Riesgo de pérdida de disuasión frente a amenazas emergentes
En un momento de inestabilidad global, con la guerra en Ucrania, tensiones con Rusia y amenazas híbridas desde el Sahel, la ausencia de cazas de quinta generación plantea una pérdida de disuasión real. No se trata solo de defensa nacional, sino de la capacidad de proyección en operaciones internacionales, misiones de vigilancia o despliegues rápidos.
La brecha tecnológica podría traducirse en una menor capacidad para liderar misiones internacionales, depender de aliados para la superioridad aérea y aumentar la vulnerabilidad ante ataques cibernéticos o interferencias electrónicas.
España ha decidido no entrar en el club de los F-35, apostando todas sus fichas a un futuro europeo más soberano en defensa. Es una jugada valiente, alineada con la idea de una Europa más autónoma y menos dependiente de Estados Unidos. Sin embargo, en términos prácticos y operativos, deja al país en una posición delicada durante al menos dos décadas.
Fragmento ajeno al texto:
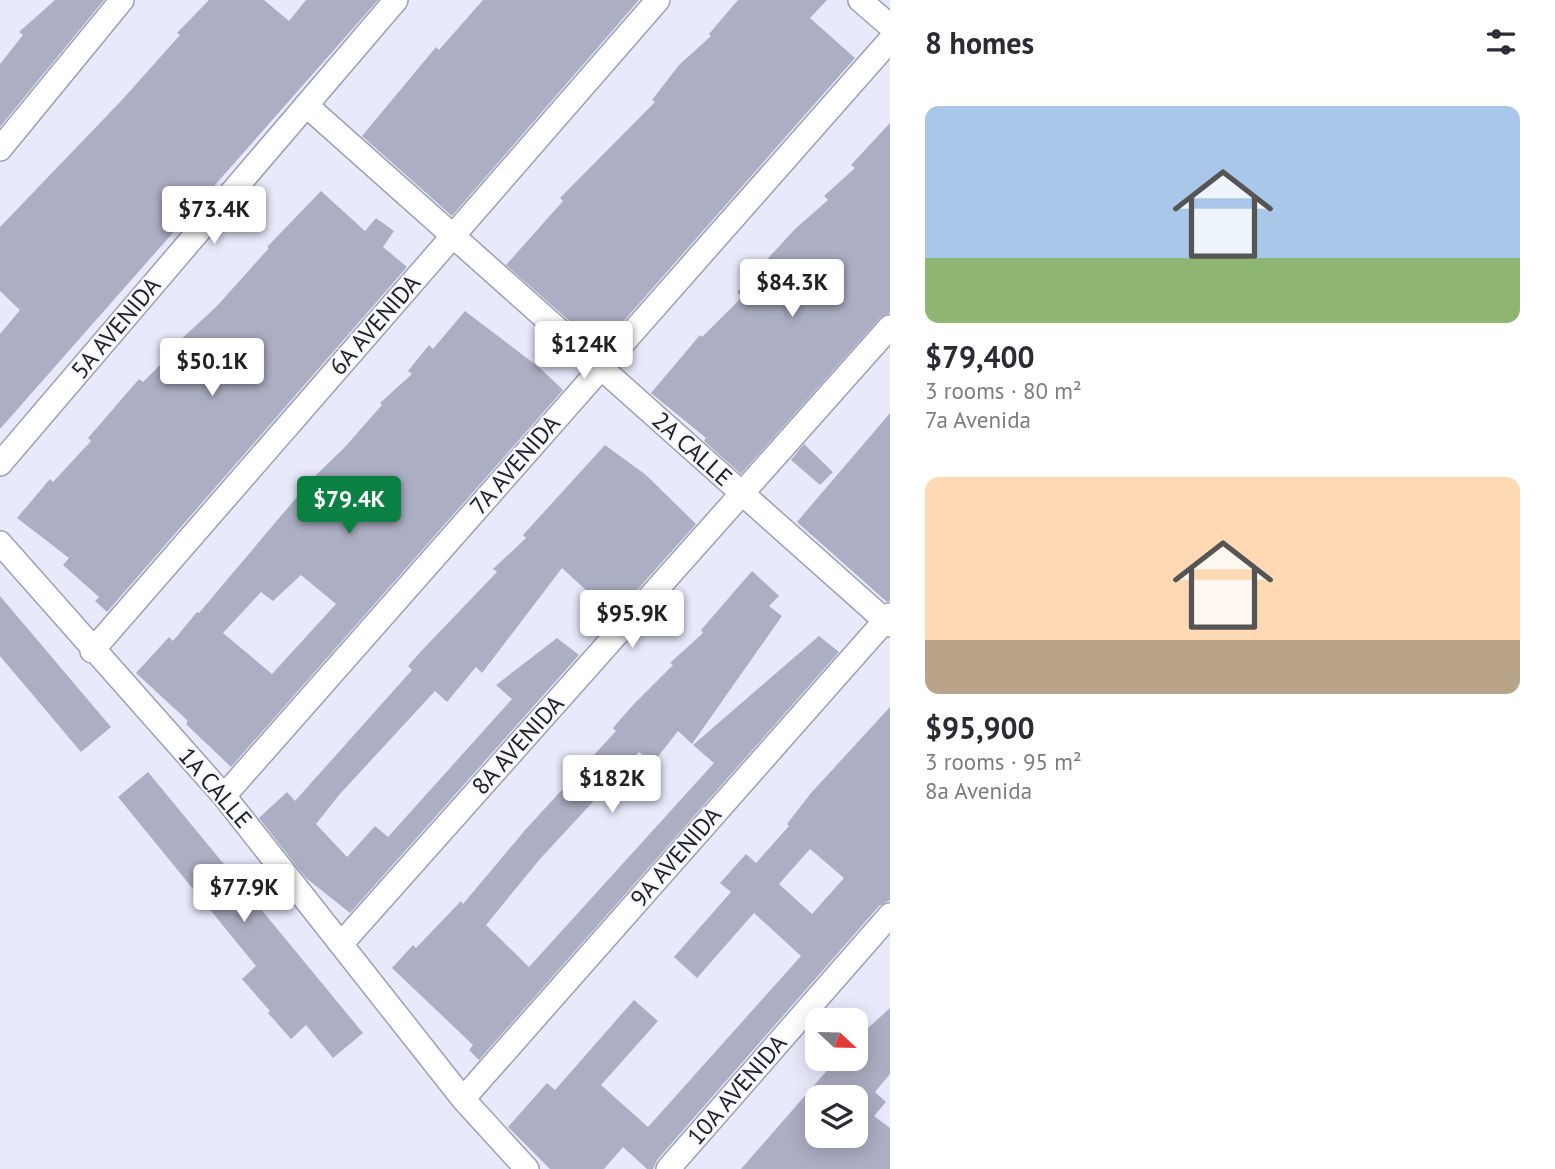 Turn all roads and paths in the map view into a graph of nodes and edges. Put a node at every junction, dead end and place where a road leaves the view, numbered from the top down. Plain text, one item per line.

Los próximos años serán decisivos. Si el FCAS avanza con éxito y se convierte en una plataforma revolucionaria, España habrá jugado una carta visionaria. Si por el contrario, el proyecto sufre más retrasos o se diluye por falta de consenso, la renuncia al F-35 podría pasar a la historia como una oportunidad perdida con alto coste estratégico, industrial y geopolítico.